Preterm labor/horrible nurse

Sarah • Smiles are contagious! :o) Mommy of two under two. 💜💙

So I went into preterm labor early yesterday morning at 31+5. My husband of ten years decided to leave me and my 15 month old daughter when I was 5 months pregnant with our planned child, in favor of the single life and his new girlfriend. SO I drove myself an hour to the hospital. I get there and I’m greeted by a nurse who proceeds to ask me if anyone is coming. I said no. She helps me into bed and amidst other questions, asks me again. Again I say no. She needs a urine sample. I do it and again she asks me if anyone is coming. Again I say no. Keep in mind, while all of this is going on I’m having painful contractions ever two minutes. After getting my BP, she asks AGAIN. So while my doctors already know this and the info should be stating her in the face on my chart, I inform her that my husband decided to leave me recently and not only will he not be coming, but he isn’t allowed within 500 feet of me because he thought it would be a good idea to hit me. I asked her not to ask me again, because it’s a touchy subject for me.

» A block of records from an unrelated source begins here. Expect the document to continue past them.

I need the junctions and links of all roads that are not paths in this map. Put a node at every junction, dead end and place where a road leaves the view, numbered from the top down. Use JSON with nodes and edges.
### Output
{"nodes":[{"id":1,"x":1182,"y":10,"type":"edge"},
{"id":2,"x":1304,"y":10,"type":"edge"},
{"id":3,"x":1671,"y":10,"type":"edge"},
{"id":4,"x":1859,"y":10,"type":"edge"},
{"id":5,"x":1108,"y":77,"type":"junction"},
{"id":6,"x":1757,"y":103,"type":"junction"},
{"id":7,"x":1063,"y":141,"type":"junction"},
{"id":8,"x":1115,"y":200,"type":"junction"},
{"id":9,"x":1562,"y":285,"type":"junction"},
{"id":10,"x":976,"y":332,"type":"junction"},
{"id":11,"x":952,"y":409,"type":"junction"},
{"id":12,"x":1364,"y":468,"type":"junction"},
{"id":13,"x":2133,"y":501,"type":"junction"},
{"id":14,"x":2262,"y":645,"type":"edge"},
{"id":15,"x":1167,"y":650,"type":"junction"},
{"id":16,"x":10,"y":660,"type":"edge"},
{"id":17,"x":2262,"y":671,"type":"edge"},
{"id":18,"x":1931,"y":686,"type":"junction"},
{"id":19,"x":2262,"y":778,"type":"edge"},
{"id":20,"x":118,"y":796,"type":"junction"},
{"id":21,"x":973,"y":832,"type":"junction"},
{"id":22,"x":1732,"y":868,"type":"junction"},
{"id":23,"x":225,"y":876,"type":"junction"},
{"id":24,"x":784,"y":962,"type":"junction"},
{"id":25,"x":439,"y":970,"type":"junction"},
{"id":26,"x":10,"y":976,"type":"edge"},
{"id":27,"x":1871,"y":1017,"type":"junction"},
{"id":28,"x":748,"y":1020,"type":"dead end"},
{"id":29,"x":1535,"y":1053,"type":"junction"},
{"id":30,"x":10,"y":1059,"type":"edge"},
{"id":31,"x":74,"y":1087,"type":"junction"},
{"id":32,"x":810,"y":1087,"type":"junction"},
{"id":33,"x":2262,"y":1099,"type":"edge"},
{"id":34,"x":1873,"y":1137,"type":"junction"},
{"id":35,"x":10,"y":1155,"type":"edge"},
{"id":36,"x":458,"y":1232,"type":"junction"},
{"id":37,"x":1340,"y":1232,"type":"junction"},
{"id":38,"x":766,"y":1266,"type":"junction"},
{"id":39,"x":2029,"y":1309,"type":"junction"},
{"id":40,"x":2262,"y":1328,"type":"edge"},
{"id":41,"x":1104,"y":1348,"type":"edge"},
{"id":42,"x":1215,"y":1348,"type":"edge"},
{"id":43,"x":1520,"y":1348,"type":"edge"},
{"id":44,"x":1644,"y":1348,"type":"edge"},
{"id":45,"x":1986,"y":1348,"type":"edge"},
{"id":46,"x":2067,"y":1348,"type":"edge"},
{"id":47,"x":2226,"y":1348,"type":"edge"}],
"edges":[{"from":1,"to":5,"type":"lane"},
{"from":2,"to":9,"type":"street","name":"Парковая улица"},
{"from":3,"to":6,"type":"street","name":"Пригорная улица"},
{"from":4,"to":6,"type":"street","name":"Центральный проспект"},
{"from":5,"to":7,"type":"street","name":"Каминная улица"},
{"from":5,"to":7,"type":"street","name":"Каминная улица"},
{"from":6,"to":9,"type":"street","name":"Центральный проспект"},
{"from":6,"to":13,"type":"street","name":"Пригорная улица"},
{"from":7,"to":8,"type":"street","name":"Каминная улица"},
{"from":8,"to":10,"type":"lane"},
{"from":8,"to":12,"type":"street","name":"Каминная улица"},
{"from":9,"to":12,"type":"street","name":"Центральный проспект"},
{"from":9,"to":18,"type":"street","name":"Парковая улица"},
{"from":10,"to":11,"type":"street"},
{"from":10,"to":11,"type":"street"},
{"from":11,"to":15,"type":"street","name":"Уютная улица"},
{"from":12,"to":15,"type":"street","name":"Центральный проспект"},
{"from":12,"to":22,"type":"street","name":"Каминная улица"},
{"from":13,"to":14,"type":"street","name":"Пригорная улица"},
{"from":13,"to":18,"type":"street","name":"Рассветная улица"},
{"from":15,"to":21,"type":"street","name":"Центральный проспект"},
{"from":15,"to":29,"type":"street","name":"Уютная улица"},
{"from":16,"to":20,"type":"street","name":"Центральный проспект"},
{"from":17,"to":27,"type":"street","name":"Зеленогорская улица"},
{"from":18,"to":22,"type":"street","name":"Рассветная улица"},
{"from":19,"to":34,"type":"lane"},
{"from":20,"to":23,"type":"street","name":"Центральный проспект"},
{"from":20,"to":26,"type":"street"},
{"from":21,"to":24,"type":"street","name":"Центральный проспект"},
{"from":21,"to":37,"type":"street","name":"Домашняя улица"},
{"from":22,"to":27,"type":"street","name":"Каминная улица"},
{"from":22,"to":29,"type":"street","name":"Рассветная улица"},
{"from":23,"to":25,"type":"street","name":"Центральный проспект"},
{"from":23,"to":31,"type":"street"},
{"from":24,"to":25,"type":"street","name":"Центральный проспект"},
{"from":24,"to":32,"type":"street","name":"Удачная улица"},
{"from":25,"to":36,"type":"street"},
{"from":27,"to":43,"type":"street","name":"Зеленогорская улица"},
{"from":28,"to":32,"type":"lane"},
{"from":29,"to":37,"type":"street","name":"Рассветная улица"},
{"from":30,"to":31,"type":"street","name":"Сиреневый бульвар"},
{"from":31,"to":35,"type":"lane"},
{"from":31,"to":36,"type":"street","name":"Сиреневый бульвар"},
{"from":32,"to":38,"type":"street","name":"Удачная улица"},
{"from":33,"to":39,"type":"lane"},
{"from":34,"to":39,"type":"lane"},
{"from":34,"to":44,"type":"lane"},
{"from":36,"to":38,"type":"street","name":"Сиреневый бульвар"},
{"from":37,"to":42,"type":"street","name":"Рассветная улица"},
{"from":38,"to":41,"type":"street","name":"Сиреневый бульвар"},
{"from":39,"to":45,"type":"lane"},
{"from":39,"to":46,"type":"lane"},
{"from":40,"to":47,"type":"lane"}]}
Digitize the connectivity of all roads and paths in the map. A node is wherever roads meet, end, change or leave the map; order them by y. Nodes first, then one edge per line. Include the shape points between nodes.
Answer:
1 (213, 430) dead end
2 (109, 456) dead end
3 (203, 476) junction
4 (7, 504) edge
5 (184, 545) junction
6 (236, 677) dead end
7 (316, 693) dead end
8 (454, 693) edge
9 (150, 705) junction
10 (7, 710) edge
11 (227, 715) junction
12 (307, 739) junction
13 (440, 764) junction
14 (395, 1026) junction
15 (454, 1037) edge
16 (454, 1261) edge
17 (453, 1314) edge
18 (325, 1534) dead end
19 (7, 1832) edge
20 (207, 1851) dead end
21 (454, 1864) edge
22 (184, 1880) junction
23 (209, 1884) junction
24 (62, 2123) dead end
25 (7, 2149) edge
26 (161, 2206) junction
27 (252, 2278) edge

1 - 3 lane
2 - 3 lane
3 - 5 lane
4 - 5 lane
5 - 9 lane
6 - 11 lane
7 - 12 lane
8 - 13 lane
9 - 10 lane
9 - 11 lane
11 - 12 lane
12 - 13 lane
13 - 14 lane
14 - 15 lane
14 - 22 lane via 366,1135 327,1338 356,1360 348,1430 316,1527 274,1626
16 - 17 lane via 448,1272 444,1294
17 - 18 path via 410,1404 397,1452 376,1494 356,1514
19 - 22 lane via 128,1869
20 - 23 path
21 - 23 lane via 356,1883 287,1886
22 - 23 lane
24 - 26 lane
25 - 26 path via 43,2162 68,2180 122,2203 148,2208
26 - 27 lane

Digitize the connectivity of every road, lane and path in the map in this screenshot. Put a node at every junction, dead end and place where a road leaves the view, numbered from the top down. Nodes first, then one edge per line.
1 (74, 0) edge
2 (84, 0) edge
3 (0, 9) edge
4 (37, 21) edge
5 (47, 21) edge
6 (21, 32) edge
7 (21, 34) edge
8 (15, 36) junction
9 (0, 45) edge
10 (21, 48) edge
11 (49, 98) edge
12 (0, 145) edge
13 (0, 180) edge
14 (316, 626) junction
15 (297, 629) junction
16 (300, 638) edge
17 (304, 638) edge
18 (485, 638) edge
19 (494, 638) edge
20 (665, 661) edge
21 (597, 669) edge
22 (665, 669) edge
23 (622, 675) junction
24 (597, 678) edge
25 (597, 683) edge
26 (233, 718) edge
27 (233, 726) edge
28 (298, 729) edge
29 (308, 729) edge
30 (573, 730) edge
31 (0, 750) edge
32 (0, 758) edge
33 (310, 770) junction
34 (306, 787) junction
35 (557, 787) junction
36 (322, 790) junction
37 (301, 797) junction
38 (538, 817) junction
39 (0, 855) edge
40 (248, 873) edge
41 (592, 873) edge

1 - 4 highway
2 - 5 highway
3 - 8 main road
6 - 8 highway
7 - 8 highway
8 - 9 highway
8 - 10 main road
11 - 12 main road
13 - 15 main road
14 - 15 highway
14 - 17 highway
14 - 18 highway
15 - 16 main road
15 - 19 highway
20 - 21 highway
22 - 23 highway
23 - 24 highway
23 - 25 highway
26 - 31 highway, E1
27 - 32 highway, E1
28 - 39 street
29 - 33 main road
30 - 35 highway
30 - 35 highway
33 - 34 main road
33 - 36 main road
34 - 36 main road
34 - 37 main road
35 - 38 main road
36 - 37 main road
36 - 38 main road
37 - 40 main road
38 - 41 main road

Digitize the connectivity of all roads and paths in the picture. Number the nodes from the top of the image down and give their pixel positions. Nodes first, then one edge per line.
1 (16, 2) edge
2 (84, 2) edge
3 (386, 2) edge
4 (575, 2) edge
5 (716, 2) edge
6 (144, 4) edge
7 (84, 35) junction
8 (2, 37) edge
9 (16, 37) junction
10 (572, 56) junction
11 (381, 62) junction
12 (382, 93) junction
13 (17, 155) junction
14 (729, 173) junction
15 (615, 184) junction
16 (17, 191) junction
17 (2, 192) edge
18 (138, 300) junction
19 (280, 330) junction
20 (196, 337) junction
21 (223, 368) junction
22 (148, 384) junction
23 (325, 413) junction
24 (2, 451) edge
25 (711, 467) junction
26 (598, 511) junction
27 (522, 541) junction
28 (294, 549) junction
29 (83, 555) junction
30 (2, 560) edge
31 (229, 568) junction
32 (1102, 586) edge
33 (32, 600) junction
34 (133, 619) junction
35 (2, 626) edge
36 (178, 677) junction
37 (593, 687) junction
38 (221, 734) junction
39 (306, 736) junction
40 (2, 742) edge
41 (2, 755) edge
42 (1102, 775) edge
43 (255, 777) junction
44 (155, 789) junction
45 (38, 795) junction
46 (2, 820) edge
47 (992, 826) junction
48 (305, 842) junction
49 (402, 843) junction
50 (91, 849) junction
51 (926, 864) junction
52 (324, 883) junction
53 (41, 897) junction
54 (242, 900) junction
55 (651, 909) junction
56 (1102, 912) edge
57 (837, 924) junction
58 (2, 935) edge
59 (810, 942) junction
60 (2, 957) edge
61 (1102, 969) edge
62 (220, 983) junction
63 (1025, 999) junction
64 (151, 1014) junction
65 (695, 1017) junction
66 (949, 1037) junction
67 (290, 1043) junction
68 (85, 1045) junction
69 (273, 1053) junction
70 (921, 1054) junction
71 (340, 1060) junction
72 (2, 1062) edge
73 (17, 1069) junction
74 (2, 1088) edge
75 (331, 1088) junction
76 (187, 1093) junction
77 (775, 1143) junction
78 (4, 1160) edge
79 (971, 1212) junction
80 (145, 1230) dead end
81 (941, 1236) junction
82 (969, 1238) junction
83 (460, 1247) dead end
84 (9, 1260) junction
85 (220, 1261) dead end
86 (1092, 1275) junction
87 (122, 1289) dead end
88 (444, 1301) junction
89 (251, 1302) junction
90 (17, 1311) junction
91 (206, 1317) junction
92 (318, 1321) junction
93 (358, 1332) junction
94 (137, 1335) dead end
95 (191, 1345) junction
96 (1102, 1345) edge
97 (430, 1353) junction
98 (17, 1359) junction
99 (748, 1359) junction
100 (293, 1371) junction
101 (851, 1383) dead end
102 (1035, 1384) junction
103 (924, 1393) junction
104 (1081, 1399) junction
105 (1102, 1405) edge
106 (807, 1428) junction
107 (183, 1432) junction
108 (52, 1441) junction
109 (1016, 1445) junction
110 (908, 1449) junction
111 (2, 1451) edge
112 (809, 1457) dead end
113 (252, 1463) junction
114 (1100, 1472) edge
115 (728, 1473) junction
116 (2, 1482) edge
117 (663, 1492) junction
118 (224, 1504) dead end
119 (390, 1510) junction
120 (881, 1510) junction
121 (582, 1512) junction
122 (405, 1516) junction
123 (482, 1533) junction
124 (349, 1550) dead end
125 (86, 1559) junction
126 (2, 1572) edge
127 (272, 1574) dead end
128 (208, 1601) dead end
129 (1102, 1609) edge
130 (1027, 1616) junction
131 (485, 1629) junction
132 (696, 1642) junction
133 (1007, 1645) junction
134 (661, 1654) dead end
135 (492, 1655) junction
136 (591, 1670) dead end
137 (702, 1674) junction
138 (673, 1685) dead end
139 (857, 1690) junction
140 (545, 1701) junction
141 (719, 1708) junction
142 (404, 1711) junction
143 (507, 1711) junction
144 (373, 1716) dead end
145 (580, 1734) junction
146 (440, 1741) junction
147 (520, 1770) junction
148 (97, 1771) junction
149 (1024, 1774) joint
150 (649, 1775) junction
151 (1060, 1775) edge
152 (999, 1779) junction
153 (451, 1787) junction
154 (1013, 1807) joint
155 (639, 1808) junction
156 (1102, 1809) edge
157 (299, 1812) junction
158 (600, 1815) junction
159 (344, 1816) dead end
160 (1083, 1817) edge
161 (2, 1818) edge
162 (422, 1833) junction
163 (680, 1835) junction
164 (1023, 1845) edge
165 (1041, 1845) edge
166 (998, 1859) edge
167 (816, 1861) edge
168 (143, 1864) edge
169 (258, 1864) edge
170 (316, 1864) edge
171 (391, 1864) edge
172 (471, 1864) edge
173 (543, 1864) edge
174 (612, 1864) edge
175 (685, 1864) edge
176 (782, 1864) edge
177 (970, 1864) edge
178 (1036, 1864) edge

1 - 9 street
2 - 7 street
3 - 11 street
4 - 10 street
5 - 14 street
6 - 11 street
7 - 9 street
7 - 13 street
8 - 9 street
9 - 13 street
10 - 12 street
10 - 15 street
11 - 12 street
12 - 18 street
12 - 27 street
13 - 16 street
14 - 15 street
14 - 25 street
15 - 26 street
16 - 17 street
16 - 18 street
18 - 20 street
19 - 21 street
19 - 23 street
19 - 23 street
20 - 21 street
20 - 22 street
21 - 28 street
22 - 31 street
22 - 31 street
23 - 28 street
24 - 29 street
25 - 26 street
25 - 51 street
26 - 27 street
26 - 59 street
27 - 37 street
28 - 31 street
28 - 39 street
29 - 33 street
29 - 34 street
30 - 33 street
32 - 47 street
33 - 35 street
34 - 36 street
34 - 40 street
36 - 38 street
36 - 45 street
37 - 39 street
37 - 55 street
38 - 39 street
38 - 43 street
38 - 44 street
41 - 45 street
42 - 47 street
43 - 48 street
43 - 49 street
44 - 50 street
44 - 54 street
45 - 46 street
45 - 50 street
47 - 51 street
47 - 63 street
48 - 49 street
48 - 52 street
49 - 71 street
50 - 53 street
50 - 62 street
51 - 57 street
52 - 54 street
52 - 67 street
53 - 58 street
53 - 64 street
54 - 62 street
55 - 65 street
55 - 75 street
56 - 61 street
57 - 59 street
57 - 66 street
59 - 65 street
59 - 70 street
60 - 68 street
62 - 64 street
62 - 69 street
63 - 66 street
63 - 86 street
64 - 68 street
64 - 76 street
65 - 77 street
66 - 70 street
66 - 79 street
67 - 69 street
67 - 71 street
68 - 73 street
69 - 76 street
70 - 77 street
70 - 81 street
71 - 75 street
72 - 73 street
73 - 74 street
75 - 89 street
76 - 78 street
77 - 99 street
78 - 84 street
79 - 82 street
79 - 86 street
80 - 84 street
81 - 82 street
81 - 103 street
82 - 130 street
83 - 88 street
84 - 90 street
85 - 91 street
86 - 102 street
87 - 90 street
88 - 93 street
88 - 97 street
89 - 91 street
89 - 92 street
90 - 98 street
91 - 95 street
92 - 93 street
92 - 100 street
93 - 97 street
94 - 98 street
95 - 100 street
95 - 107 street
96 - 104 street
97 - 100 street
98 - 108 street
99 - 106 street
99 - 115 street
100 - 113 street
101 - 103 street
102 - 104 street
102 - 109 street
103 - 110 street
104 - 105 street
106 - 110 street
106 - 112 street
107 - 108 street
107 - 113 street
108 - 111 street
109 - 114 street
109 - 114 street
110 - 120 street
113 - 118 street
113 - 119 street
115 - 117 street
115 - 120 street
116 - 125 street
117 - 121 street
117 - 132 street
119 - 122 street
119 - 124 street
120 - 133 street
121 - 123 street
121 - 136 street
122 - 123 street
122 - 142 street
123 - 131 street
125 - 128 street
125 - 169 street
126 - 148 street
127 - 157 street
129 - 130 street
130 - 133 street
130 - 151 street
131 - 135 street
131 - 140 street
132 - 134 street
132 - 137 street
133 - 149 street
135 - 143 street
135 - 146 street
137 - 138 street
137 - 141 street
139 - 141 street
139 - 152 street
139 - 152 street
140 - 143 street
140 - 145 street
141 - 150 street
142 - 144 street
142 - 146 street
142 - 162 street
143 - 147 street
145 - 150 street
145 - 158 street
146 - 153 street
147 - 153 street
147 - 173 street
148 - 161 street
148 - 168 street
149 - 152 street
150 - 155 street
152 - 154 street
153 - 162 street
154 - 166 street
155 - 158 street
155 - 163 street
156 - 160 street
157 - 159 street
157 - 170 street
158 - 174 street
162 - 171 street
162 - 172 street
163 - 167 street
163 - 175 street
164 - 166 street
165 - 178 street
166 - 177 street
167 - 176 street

She’s rude. Cold. Short. Rolled her eyes at me a couple of times. My labs come back and I’m severely dehydrated. I have had diarrhea for 4 days, so that’s likely the culprit. I do t get the chance to tell her before she shoves a pitcher of water at me. So I get IV fluids, I’m drinking my water. She’s still rude and I can’t figure out why. My doctor comes in and he tells me that if the contractions don’t stop, they’ll be sending me to University hospital because they have the best NICU, and if they DO stop, I’ll be on strict bed rest until I have the baby. Now mind you, my doc was nice. He knows what’s going on with my husband. He saw my embarrassment when I had to get an STD panel. He knows my sexual history consists of one man: my husband. He gets it. Nurse A-hole still doesn’t and I still can’t peg why she’s being so rude.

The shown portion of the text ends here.